Thompson Ian D
Great Lakes Forestry Centre, Canadian Forest Service, Natural Resources Canada, 1219 Queen St. East, Sault Ste. Marie, Ontario Canada, P6A 2E5.
Environ Monit Assess. 2006 Oct;121(1-3):263-73. doi: 10.1007/s10661-005-9119-z. Epub 2006 Jun 3.

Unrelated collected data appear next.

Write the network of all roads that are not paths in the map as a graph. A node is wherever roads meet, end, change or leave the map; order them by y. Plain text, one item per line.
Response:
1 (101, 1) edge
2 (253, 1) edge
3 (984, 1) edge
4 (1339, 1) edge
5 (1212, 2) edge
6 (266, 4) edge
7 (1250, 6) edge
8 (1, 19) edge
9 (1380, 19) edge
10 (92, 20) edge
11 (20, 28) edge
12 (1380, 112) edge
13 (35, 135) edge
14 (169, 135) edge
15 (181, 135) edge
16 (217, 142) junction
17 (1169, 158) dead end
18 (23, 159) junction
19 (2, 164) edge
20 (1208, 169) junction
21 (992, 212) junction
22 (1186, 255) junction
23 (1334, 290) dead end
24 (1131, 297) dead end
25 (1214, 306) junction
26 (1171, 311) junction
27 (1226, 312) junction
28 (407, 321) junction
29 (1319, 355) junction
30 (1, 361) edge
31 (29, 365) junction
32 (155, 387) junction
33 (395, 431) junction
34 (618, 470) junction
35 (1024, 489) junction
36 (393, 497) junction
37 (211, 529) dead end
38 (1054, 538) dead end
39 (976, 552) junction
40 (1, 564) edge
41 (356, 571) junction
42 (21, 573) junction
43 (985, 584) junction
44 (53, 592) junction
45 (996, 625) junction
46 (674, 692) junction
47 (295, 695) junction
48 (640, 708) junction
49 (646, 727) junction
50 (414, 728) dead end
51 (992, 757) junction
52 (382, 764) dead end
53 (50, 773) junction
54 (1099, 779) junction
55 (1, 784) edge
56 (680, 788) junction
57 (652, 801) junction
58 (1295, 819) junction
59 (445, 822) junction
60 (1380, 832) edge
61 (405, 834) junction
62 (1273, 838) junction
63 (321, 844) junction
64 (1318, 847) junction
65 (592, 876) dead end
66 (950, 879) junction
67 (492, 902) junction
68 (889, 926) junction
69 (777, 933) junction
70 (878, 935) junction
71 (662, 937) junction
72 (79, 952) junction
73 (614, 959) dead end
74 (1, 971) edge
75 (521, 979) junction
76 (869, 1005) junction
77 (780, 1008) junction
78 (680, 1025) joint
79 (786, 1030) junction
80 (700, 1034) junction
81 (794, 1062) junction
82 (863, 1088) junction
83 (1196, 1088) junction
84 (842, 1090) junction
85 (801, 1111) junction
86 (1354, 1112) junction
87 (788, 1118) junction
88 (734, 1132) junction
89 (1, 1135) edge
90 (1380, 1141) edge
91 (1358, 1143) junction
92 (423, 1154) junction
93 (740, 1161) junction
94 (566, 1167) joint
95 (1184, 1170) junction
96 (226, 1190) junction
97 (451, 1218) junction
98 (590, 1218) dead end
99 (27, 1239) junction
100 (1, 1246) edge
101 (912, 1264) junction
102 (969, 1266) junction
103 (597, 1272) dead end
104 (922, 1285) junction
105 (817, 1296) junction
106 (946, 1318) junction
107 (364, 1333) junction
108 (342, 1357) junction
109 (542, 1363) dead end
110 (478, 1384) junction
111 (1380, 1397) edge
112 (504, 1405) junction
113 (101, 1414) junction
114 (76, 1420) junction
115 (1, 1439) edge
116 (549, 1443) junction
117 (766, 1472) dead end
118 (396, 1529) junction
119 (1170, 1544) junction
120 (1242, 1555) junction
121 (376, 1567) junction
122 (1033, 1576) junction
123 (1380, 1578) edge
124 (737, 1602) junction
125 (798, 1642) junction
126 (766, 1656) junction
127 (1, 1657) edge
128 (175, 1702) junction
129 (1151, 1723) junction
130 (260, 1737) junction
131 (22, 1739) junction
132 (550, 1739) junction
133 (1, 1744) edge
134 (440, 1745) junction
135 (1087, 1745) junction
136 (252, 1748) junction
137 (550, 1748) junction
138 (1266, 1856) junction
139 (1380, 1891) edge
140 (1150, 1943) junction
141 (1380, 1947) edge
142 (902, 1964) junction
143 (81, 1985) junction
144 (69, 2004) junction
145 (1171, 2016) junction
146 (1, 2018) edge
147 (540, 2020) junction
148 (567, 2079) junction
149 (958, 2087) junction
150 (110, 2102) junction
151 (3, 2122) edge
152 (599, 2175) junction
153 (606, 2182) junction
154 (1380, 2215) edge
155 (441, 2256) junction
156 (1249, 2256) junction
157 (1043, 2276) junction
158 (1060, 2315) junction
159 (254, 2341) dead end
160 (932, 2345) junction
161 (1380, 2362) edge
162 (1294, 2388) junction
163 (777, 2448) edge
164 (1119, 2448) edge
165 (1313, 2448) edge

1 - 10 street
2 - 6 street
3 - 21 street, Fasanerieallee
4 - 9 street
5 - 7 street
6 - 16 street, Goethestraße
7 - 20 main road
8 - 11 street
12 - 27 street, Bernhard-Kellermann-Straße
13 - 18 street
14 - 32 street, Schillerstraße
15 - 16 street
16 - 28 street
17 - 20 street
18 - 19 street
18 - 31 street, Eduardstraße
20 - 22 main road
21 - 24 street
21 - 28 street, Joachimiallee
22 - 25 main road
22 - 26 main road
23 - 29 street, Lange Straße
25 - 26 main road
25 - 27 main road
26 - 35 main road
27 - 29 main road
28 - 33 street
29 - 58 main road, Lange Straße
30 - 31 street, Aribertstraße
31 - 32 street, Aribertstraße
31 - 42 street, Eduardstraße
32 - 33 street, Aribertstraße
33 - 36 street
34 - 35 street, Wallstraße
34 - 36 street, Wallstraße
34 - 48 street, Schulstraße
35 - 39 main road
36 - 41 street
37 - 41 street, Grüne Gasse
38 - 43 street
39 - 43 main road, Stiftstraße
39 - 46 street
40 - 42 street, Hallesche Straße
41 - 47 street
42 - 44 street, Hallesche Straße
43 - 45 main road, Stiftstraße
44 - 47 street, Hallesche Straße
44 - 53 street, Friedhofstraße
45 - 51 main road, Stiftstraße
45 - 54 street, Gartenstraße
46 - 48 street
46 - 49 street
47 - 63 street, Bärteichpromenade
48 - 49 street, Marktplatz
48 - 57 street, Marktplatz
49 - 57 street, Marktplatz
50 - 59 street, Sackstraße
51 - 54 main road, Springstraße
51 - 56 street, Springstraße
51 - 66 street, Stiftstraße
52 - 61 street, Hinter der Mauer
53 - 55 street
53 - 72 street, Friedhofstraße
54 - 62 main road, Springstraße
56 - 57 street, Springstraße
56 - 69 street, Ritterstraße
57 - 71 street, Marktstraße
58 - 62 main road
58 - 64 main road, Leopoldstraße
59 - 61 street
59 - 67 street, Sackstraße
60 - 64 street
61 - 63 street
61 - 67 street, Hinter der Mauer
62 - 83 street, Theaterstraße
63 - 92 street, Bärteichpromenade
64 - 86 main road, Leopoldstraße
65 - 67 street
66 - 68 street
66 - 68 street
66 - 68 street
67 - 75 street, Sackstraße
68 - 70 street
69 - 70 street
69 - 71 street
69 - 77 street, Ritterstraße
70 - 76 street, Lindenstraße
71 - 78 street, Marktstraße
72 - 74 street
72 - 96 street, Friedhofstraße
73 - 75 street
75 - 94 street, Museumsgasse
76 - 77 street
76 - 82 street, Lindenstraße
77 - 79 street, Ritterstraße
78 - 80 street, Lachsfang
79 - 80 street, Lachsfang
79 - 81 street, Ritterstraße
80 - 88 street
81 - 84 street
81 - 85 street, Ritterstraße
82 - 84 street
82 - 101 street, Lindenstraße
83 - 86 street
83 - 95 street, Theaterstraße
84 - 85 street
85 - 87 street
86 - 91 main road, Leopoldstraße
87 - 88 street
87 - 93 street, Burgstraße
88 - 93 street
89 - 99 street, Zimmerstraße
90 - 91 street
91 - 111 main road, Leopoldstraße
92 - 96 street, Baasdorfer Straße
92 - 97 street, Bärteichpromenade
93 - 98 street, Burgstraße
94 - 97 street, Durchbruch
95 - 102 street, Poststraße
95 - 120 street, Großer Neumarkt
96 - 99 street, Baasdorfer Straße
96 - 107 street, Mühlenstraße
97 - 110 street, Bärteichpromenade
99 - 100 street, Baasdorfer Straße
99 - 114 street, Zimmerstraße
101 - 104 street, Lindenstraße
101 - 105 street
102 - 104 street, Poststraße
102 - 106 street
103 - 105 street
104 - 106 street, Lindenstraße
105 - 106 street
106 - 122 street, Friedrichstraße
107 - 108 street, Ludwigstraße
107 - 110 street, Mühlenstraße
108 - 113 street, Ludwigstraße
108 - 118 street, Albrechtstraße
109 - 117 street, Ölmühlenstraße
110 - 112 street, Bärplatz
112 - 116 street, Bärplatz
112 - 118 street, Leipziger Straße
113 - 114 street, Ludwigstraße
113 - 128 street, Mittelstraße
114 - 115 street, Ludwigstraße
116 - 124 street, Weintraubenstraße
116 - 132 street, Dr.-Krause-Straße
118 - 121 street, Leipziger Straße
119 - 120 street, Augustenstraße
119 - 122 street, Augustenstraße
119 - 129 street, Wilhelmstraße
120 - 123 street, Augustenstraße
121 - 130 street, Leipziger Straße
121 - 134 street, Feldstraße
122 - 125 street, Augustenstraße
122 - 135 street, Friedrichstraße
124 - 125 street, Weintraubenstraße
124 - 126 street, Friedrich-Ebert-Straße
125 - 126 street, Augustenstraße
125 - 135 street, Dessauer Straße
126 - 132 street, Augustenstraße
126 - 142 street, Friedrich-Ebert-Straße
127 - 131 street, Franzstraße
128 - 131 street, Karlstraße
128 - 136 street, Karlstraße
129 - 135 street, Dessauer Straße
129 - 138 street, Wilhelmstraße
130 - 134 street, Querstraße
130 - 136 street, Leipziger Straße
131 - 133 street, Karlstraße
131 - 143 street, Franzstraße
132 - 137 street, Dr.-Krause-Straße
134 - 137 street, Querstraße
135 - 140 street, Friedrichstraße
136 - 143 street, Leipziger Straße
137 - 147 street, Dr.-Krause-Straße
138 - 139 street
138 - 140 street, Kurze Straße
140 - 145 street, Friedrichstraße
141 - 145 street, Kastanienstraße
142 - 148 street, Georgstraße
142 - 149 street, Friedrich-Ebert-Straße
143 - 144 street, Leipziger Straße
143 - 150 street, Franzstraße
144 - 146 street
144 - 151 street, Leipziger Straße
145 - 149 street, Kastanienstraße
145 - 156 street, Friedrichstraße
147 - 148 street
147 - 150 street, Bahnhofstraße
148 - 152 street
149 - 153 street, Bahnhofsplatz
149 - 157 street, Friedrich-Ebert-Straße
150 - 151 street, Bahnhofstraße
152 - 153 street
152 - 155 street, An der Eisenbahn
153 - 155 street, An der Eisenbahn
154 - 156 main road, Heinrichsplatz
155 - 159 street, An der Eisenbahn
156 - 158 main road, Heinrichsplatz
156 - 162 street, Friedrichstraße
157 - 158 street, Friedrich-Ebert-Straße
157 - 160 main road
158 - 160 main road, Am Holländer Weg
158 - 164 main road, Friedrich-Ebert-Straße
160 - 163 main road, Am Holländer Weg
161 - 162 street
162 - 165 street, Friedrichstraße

The general principles of scale and coarse and fine filters have been widely accepted, but management agencies and industry are still grappling with the question of what to monitor to detect changes in forest biodiversity following forest management. Part of this problem can be attributed to the lack of focused questions for monitoring including absence of null models and predicted effects, a certain level of disconnect between research and management, and recognition that monitoring can be designed as a research question. Considerable research from the past decade has not been adequately synthesized to answer important questions, such as which species or forest attributes might be the best indicators of change. A disproportionate research emphasis has been placed on community ecology, and mostly on a few groups of organisms including arthropods, amphibians, migratory songbirds, and small mammals, while other species, including soil organisms, lichens, bats, raptors, some carnivores, and larger mammals remain less well-known. In most studies of community ecology, the question of what is the importance, if any, of the regularly observed subtle changes in community structures, and causes of observed changes is usually not answered. Hence, our ability to deal with questions of persistence is limited, and demographic research on regionally-defined key species (such as species linked to processes, species whose persistence may be affected, species with large home ranges, species already selected as indicators, and rare and threatened species) is urgently needed. Monitoring programs need to be designed to enable managers to respond to unexpected changes caused by forest management. To do this, management agencies need to articulate null models for monitoring that predict effects, focus fine-scale monitoring on key species (defined by local and regional research) in key habitats (rare, declining, important) across landscapes, and have a protocol in place to adapt management strategies to changes observed. Finally, agencies must have some way to determine and define when a significant change has occurred and to predict the persistence of species; this too should flow from a well-designed null model.
尺度以及粗滤器和细滤器的一般原则已被广泛接受,但管理机构和行业仍在努力解决这样一个问题:在森林管理之后,监测什么才能发现森林生物多样性的变化。这个问题的部分原因可归结为缺乏针对性的监测问题,包括缺乏零模型和预测效应,研究与管理之间存在一定程度的脱节,以及认识到监测可以设计成一个研究问题。过去十年的大量研究尚未得到充分整合,无法回答重要问题,比如哪些物种或森林属性可能是变化的最佳指标。研究重点过度集中在群落生态学上,且主要集中在少数几类生物上,包括节肢动物、两栖动物、候鸟鸣禽和小型哺乳动物,而其他物种,包括土壤生物、地衣、蝙蝠、猛禽、一些食肉动物和大型哺乳动物,仍然鲜为人知。在大多数群落生态学研究中,通常没有回答这样的问题:定期观察到的群落结构细微变化的重要性(如果有的话)以及观察到的变化原因是什么。因此,我们应对持续性问题的能力有限,迫切需要对区域界定的关键物种(如与过程相关的物种、其持续性可能受到影响的物种、活动范围大的物种、已被选为指标的物种以及珍稀和受威胁物种)进行种群统计学研究。监测计划的设计应使管理者能够应对森林管理引发的意外变化。要做到这一点,管理机构需要阐明用于监测的零模型,预测效应,将精细尺度的监测重点放在景观中关键栖息地(稀有、数量减少、重要)的关键物种(由当地和区域研究界定)上,并制定一个方案,以便根据观察到的变化调整管理策略。最后,各机构必须有某种方法来确定和界定何时发生了重大变化,并预测物种的持续性;这也应该源于一个精心设计的零模型。